> What you will do: Take the line containing "ring tip: (293, 340)" and every line after it to the end of the data, and write them out exactly as they appear.

--- START ---

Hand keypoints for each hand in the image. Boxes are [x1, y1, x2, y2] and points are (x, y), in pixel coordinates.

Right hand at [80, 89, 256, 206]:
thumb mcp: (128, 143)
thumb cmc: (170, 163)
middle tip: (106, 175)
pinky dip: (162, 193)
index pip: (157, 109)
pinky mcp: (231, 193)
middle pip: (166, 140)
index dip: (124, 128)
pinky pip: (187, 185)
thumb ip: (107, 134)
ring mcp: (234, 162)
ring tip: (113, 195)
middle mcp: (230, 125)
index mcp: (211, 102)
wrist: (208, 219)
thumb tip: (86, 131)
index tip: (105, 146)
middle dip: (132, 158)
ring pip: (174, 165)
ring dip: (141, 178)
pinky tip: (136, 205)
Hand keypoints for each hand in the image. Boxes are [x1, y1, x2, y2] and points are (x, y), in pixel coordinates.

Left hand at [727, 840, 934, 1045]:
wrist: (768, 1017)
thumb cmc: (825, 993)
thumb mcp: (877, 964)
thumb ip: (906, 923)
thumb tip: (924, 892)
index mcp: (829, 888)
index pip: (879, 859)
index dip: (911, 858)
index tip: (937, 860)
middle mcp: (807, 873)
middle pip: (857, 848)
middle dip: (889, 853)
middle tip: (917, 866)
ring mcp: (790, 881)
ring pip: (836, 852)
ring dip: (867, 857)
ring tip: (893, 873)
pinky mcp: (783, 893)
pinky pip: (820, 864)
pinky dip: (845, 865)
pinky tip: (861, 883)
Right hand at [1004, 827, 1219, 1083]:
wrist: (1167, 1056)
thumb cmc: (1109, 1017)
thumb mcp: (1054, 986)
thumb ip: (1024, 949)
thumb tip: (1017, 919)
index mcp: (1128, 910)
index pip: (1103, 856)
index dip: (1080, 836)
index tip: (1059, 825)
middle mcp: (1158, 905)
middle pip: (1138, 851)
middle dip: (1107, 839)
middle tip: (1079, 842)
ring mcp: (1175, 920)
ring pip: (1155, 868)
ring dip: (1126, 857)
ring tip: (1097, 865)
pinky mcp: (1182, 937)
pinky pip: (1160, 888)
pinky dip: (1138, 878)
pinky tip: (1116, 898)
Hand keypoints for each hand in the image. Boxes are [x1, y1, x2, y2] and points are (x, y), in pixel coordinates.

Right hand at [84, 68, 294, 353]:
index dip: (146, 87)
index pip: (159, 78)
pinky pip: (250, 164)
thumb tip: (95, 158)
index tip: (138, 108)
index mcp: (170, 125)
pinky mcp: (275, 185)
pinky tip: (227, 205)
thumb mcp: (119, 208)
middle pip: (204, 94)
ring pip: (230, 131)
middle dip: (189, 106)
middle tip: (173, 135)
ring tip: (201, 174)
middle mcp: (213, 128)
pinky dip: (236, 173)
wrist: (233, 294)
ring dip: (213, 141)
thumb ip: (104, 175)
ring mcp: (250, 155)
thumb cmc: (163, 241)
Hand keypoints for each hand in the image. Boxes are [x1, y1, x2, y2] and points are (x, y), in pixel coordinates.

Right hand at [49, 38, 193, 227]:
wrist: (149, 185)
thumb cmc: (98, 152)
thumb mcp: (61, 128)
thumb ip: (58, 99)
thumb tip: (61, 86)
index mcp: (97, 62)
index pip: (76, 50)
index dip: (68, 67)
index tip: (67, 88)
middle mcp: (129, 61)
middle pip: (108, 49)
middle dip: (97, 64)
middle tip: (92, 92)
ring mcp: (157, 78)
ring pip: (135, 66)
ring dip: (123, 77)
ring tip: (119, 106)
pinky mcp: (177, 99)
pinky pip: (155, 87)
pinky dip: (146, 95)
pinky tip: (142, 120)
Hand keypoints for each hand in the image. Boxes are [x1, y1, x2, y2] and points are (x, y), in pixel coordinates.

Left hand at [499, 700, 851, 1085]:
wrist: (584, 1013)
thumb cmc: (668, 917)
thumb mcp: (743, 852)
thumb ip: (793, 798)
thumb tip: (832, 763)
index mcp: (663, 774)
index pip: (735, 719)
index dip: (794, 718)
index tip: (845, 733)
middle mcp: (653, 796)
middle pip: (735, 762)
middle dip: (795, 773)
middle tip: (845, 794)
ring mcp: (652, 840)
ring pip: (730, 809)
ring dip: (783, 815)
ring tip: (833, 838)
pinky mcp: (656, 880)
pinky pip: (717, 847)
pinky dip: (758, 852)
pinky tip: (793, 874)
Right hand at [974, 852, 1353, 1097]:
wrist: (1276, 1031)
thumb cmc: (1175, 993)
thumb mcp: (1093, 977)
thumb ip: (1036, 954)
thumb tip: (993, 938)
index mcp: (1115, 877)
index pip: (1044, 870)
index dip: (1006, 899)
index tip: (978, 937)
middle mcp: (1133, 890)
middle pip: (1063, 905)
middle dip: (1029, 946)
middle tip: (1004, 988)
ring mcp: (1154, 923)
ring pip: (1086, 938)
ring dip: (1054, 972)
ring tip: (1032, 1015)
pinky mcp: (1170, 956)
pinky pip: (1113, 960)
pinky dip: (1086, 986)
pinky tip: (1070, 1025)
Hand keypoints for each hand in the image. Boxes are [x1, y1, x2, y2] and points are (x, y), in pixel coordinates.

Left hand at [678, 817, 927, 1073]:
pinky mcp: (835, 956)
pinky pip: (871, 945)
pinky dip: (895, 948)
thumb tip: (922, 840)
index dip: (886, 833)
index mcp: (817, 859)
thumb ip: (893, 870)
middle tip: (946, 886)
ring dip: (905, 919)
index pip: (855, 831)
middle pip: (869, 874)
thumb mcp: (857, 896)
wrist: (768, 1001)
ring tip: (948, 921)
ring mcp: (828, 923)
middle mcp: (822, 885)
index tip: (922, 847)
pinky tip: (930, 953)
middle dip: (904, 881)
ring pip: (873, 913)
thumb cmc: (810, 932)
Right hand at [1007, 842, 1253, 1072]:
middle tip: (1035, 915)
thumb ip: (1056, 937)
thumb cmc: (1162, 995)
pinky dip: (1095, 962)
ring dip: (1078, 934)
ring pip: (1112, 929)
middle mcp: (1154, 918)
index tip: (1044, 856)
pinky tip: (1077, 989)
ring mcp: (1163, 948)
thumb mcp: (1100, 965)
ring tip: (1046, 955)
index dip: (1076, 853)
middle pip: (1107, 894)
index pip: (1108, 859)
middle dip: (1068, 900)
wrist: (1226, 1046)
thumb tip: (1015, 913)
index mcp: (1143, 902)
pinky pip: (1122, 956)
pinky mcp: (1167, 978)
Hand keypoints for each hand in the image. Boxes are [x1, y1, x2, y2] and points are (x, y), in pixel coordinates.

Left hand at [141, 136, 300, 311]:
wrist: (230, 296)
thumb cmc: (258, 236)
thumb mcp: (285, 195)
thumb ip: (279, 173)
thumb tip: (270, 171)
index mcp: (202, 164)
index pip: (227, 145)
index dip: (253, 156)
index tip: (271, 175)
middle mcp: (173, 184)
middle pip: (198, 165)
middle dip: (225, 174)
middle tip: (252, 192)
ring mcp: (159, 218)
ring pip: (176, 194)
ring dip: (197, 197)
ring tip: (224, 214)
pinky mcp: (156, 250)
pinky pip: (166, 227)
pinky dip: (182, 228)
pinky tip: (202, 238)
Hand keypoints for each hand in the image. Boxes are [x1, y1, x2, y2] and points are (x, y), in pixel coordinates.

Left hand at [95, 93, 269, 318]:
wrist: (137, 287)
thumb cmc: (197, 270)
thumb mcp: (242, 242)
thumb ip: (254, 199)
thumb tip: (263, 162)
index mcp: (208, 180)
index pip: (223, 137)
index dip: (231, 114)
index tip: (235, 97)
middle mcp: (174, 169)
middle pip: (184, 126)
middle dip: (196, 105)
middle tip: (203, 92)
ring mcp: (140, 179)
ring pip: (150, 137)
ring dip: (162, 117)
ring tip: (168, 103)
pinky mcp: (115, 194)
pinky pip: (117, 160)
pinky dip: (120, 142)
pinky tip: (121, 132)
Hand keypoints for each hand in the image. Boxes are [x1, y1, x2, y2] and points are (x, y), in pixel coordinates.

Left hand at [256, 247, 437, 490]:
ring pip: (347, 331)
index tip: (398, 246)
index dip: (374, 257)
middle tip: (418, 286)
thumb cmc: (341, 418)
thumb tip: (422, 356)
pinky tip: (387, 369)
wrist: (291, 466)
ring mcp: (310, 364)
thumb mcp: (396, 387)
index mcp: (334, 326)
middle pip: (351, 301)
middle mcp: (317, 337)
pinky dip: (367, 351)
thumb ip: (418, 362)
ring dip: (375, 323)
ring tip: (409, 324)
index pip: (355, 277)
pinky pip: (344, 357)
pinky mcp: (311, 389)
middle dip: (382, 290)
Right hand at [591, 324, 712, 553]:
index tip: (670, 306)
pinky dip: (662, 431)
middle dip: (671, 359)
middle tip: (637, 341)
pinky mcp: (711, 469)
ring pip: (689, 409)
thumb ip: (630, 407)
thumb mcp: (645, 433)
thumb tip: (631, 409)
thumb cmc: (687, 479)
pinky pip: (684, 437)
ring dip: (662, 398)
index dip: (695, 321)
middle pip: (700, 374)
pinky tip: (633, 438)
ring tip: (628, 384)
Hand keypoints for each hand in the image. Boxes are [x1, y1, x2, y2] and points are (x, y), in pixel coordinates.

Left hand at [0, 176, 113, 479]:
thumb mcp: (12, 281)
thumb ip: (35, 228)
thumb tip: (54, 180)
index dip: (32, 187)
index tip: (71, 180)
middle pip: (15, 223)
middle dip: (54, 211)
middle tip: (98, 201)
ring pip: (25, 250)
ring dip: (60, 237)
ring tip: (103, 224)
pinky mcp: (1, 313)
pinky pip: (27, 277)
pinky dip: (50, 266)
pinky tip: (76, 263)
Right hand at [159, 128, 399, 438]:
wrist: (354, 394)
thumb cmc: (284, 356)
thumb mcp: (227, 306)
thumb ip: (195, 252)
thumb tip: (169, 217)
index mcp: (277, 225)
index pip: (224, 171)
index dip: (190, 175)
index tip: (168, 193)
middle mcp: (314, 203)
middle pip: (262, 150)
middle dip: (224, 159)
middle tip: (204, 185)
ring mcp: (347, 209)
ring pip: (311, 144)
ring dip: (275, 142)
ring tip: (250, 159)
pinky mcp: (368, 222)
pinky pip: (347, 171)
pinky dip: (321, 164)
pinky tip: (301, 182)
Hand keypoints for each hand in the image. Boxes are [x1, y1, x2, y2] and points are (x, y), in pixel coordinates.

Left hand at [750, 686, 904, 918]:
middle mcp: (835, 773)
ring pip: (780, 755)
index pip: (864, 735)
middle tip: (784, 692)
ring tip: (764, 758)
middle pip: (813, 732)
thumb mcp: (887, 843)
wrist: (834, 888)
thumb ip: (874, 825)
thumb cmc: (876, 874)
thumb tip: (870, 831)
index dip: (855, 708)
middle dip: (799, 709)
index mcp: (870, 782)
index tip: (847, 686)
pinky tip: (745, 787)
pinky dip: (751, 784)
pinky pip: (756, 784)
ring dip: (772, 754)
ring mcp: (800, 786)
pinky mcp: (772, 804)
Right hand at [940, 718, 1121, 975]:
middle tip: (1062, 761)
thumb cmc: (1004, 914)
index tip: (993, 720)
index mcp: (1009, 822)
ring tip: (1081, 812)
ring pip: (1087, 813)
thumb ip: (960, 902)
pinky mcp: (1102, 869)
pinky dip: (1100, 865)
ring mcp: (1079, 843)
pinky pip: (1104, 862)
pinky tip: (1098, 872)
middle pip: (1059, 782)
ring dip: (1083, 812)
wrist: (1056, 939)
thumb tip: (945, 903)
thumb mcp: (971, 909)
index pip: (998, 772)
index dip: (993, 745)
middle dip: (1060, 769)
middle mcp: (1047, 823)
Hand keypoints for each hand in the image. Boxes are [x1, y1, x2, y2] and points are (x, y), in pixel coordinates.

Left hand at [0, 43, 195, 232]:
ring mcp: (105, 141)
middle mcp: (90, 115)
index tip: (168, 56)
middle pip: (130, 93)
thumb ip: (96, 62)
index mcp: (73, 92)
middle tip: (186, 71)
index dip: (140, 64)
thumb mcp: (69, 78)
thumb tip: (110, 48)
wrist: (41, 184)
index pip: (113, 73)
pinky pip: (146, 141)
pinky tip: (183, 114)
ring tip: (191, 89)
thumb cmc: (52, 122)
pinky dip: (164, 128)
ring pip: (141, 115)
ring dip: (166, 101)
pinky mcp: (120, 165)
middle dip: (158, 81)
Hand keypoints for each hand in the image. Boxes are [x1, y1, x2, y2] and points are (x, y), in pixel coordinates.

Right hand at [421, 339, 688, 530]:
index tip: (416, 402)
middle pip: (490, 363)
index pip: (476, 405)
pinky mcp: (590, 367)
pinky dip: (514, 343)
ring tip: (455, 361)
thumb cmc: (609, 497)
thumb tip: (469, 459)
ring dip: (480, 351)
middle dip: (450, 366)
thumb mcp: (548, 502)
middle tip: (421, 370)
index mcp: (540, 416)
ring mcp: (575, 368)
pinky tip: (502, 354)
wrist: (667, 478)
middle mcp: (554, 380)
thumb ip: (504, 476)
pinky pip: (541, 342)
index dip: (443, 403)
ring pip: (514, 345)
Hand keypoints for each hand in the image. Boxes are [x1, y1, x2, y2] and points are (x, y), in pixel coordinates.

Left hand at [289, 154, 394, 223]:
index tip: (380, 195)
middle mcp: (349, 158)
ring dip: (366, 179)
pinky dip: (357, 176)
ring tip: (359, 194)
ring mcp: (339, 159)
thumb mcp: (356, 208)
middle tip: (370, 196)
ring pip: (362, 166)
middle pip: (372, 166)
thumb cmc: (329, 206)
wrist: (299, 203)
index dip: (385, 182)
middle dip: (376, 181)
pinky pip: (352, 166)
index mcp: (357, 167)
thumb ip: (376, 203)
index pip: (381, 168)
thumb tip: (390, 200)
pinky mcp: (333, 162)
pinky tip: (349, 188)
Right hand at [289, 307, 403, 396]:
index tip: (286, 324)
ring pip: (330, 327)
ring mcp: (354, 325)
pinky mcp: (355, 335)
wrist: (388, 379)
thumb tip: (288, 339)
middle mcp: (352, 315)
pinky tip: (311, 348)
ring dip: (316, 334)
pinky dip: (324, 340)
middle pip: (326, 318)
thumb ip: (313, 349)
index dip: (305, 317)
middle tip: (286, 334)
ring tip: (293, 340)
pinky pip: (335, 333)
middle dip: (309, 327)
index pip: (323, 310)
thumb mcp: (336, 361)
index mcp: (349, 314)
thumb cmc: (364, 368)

--- END ---

> The completed task:
ring tip: (293, 340)
pinky pip: (335, 333)
middle dip: (309, 327)
index pip: (323, 310)
thumb mcp: (336, 361)
index mcp: (349, 314)
thumb cmc: (364, 368)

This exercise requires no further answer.